I don’t know if anybody has read the links to the scientists words that I’ve been posting on other postings here on the Rag, but bluntly, you all should.

Doesn’t anybody remember history class and the Black Plague? Just another little virus before our species figured out it wasn’t ‘bad air’ as they waved flowers in front of their faces, or bled people of their ‘bad blood’ until the died like a drained vampire victim.

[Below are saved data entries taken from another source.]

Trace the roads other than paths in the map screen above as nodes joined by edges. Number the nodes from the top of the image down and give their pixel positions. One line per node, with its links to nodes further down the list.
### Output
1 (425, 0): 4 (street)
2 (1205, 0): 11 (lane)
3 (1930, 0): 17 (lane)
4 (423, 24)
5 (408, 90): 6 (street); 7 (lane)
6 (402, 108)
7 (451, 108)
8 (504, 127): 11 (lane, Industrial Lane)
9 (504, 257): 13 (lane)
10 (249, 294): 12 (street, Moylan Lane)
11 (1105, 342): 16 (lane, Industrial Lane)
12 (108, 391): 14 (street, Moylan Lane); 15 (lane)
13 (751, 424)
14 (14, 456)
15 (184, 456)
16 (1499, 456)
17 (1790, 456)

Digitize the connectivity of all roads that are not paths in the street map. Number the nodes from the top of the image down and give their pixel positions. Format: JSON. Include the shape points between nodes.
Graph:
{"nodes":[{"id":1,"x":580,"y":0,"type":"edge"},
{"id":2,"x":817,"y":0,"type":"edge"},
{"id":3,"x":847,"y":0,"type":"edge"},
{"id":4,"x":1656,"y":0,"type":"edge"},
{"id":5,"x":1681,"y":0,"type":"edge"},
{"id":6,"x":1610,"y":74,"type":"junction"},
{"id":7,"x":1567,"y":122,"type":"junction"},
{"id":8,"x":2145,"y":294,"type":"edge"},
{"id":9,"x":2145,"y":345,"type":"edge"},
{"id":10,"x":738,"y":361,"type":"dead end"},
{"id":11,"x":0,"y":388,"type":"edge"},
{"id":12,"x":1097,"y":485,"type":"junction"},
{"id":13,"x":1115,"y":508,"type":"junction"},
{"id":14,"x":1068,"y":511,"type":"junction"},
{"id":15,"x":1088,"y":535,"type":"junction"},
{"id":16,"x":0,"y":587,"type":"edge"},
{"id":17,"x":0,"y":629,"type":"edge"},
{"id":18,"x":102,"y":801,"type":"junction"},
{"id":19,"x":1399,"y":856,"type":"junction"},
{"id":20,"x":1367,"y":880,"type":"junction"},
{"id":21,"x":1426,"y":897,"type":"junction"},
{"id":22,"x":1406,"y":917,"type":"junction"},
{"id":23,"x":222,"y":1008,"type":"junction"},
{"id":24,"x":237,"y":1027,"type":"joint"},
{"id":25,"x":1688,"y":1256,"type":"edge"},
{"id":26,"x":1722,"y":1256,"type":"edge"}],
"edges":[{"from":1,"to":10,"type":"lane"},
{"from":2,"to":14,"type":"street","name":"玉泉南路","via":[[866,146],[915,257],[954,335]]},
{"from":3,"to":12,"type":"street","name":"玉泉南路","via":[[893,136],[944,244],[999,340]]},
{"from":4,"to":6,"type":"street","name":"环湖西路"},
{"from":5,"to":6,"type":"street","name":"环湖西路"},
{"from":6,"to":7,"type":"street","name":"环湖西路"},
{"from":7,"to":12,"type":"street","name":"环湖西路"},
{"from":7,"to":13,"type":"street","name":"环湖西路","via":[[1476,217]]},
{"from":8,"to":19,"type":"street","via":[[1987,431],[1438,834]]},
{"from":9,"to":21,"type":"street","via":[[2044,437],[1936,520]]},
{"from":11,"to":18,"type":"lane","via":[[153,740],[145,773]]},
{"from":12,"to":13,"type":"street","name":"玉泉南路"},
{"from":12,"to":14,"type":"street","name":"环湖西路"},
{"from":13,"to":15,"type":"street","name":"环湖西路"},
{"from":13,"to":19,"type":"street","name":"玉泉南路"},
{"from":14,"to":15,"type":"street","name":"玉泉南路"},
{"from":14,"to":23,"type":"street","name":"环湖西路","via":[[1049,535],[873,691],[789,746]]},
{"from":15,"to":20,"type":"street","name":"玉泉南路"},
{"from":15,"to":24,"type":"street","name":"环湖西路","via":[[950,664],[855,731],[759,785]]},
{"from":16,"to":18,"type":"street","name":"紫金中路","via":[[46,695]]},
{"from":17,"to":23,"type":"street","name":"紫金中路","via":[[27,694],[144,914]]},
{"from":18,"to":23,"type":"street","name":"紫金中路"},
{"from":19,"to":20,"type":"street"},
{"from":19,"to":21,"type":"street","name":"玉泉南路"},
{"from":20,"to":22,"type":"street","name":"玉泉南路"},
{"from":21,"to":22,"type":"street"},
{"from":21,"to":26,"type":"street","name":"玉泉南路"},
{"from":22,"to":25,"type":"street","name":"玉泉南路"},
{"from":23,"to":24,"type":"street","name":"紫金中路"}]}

What’s the biggest difference between the people of the Middle Ages and us? Science. Germ theory, vaccines, we can SEE virus’ now. But I went to town to get mail last Friday, my every-2-week trip off the property, and what did I see? People in groups, sitting at tables in restaurants breathing the circulated air, maybe 2 or 3 out of 11 on the street in masks and most of those were people over 50. I did, however, see a mom with two daughters under in line at Safeway all with masks, and the employees there still had them on, too. The oldest (maybe 10 or 11) was seriously impressed with the 70s skate I was carrying, but kept fiddling with the mask enough that it wasn’t seated properly. I let her hold my skate, squeeze the soft pool-riding green Sims Mini-Comp wheels while I politely said she should let it sit on her nose and pretend it isn’t there. She really liked my skate and, at least while in line, she quit messing with the mask.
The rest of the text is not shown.